*** Provided records Section Begins ***

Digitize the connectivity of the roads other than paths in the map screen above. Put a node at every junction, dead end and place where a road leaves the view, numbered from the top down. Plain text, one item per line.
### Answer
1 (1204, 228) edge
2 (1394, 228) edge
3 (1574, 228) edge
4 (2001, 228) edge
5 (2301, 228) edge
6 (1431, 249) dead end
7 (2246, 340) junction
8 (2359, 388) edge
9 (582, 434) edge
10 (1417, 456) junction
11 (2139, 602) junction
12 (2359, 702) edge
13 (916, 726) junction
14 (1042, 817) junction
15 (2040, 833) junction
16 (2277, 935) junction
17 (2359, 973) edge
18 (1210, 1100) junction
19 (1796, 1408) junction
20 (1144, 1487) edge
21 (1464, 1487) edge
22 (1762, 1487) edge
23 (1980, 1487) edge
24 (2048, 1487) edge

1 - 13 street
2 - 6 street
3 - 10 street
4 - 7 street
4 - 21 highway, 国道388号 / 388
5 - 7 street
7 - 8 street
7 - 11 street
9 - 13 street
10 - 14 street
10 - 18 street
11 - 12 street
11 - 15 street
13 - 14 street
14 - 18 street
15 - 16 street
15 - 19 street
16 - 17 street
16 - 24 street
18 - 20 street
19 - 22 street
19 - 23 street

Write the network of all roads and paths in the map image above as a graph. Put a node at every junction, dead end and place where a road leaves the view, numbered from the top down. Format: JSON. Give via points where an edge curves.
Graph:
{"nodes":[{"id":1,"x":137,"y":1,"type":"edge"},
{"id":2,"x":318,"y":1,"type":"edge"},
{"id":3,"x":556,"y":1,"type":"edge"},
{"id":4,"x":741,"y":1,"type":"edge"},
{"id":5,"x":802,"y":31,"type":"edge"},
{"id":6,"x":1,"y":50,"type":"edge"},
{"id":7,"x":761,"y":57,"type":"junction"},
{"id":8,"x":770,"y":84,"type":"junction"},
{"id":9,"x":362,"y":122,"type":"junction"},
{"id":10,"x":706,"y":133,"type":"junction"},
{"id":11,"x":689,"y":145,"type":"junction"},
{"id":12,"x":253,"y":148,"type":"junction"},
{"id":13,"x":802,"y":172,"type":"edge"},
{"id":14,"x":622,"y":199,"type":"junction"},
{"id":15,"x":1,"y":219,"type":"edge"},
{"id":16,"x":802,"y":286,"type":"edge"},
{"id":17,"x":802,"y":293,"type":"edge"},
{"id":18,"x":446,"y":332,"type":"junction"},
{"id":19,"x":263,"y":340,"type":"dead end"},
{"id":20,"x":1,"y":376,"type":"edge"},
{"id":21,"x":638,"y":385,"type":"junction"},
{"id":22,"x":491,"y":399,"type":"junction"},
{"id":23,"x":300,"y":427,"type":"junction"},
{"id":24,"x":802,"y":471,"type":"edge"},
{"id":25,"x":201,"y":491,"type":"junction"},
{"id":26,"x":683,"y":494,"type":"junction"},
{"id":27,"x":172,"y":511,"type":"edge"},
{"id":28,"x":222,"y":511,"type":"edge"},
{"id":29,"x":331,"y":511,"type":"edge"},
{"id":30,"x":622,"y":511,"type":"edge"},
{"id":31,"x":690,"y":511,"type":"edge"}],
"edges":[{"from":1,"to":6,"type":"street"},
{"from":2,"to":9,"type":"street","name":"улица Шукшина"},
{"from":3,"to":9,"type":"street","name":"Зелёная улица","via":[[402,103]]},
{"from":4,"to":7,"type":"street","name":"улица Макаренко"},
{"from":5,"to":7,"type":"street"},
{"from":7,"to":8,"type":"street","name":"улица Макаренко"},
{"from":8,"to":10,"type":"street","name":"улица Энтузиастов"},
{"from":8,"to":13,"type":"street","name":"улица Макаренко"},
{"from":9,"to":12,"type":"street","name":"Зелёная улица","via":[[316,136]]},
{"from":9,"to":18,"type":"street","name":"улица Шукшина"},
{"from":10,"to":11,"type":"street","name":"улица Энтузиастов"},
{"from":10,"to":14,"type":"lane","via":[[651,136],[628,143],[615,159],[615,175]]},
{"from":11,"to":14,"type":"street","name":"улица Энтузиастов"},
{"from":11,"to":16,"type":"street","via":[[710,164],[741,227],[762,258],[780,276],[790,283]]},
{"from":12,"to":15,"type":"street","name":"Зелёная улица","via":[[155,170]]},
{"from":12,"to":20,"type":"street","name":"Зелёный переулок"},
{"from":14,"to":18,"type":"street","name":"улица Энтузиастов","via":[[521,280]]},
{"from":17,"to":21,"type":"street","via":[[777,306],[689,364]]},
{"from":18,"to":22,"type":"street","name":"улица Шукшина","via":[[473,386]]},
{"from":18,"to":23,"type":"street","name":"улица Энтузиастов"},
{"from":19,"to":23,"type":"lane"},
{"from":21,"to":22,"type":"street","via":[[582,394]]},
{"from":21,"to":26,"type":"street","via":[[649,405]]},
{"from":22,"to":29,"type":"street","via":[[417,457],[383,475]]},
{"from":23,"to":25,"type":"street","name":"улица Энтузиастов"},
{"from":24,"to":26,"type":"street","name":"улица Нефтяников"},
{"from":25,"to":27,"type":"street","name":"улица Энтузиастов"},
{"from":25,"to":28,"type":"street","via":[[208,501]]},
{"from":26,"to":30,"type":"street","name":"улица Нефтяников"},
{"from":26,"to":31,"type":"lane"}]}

*** Provided records Section Ends ***

All the records above must be transcribed without a single change to any word.

Digitize the connectivity of the roads other than paths in the map screen above. Put a node at every junction, dead end and place where a road leaves the view, numbered from the top down. Plain text, one item per line.
### Answer
1 (1204, 228) edge
2 (1394, 228) edge
3 (1574, 228) edge
4 (2001, 228) edge
5 (2301, 228) edge
6 (1431, 249) dead end
7 (2246, 340) junction
8 (2359, 388) edge
9 (582, 434) edge
10 (1417, 456) junction
11 (2139, 602) junction
12 (2359, 702) edge
13 (916, 726) junction
14 (1042, 817) junction
15 (2040, 833) junction
16 (2277, 935) junction
17 (2359, 973) edge
18 (1210, 1100) junction
19 (1796, 1408) junction
20 (1144, 1487) edge
21 (1464, 1487) edge
22 (1762, 1487) edge
23 (1980, 1487) edge
24 (2048, 1487) edge

1 - 13 street
2 - 6 street
3 - 10 street
4 - 7 street
4 - 21 highway, 国道388号 / 388
5 - 7 street
7 - 8 street
7 - 11 street
9 - 13 street
10 - 14 street
10 - 18 street
11 - 12 street
11 - 15 street
13 - 14 street
14 - 18 street
15 - 16 street
15 - 19 street
16 - 17 street
16 - 24 street
18 - 20 street
19 - 22 street
19 - 23 street

Write the network of all roads and paths in the map image above as a graph. Put a node at every junction, dead end and place where a road leaves the view, numbered from the top down. Format: JSON. Give via points where an edge curves.
Graph:
{"nodes":[{"id":1,"x":137,"y":1,"type":"edge"},
{"id":2,"x":318,"y":1,"type":"edge"},
{"id":3,"x":556,"y":1,"type":"edge"},
{"id":4,"x":741,"y":1,"type":"edge"},
{"id":5,"x":802,"y":31,"type":"edge"},
{"id":6,"x":1,"y":50,"type":"edge"},
{"id":7,"x":761,"y":57,"type":"junction"},
{"id":8,"x":770,"y":84,"type":"junction"},
{"id":9,"x":362,"y":122,"type":"junction"},
{"id":10,"x":706,"y":133,"type":"junction"},
{"id":11,"x":689,"y":145,"type":"junction"},
{"id":12,"x":253,"y":148,"type":"junction"},
{"id":13,"x":802,"y":172,"type":"edge"},
{"id":14,"x":622,"y":199,"type":"junction"},
{"id":15,"x":1,"y":219,"type":"edge"},
{"id":16,"x":802,"y":286,"type":"edge"},
{"id":17,"x":802,"y":293,"type":"edge"},
{"id":18,"x":446,"y":332,"type":"junction"},
{"id":19,"x":263,"y":340,"type":"dead end"},
{"id":20,"x":1,"y":376,"type":"edge"},
{"id":21,"x":638,"y":385,"type":"junction"},
{"id":22,"x":491,"y":399,"type":"junction"},
{"id":23,"x":300,"y":427,"type":"junction"},
{"id":24,"x":802,"y":471,"type":"edge"},
{"id":25,"x":201,"y":491,"type":"junction"},
{"id":26,"x":683,"y":494,"type":"junction"},
{"id":27,"x":172,"y":511,"type":"edge"},
{"id":28,"x":222,"y":511,"type":"edge"},
{"id":29,"x":331,"y":511,"type":"edge"},
{"id":30,"x":622,"y":511,"type":"edge"},
{"id":31,"x":690,"y":511,"type":"edge"}],
"edges":[{"from":1,"to":6,"type":"street"},
{"from":2,"to":9,"type":"street","name":"улица Шукшина"},
{"from":3,"to":9,"type":"street","name":"Зелёная улица","via":[[402,103]]},
{"from":4,"to":7,"type":"street","name":"улица Макаренко"},
{"from":5,"to":7,"type":"street"},
{"from":7,"to":8,"type":"street","name":"улица Макаренко"},
{"from":8,"to":10,"type":"street","name":"улица Энтузиастов"},
{"from":8,"to":13,"type":"street","name":"улица Макаренко"},
{"from":9,"to":12,"type":"street","name":"Зелёная улица","via":[[316,136]]},
{"from":9,"to":18,"type":"street","name":"улица Шукшина"},
{"from":10,"to":11,"type":"street","name":"улица Энтузиастов"},
{"from":10,"to":14,"type":"lane","via":[[651,136],[628,143],[615,159],[615,175]]},
{"from":11,"to":14,"type":"street","name":"улица Энтузиастов"},
{"from":11,"to":16,"type":"street","via":[[710,164],[741,227],[762,258],[780,276],[790,283]]},
{"from":12,"to":15,"type":"street","name":"Зелёная улица","via":[[155,170]]},
{"from":12,"to":20,"type":"street","name":"Зелёный переулок"},
{"from":14,"to":18,"type":"street","name":"улица Энтузиастов","via":[[521,280]]},
{"from":17,"to":21,"type":"street","via":[[777,306],[689,364]]},
{"from":18,"to":22,"type":"street","name":"улица Шукшина","via":[[473,386]]},
{"from":18,"to":23,"type":"street","name":"улица Энтузиастов"},
{"from":19,"to":23,"type":"lane"},
{"from":21,"to":22,"type":"street","via":[[582,394]]},
{"from":21,"to":26,"type":"street","via":[[649,405]]},
{"from":22,"to":29,"type":"street","via":[[417,457],[383,475]]},
{"from":23,"to":25,"type":"street","name":"улица Энтузиастов"},
{"from":24,"to":26,"type":"street","name":"улица Нефтяников"},
{"from":25,"to":27,"type":"street","name":"улица Энтузиастов"},
{"from":25,"to":28,"type":"street","via":[[208,501]]},
{"from":26,"to":30,"type":"street","name":"улица Нефтяников"},
{"from":26,"to":31,"type":"lane"}]}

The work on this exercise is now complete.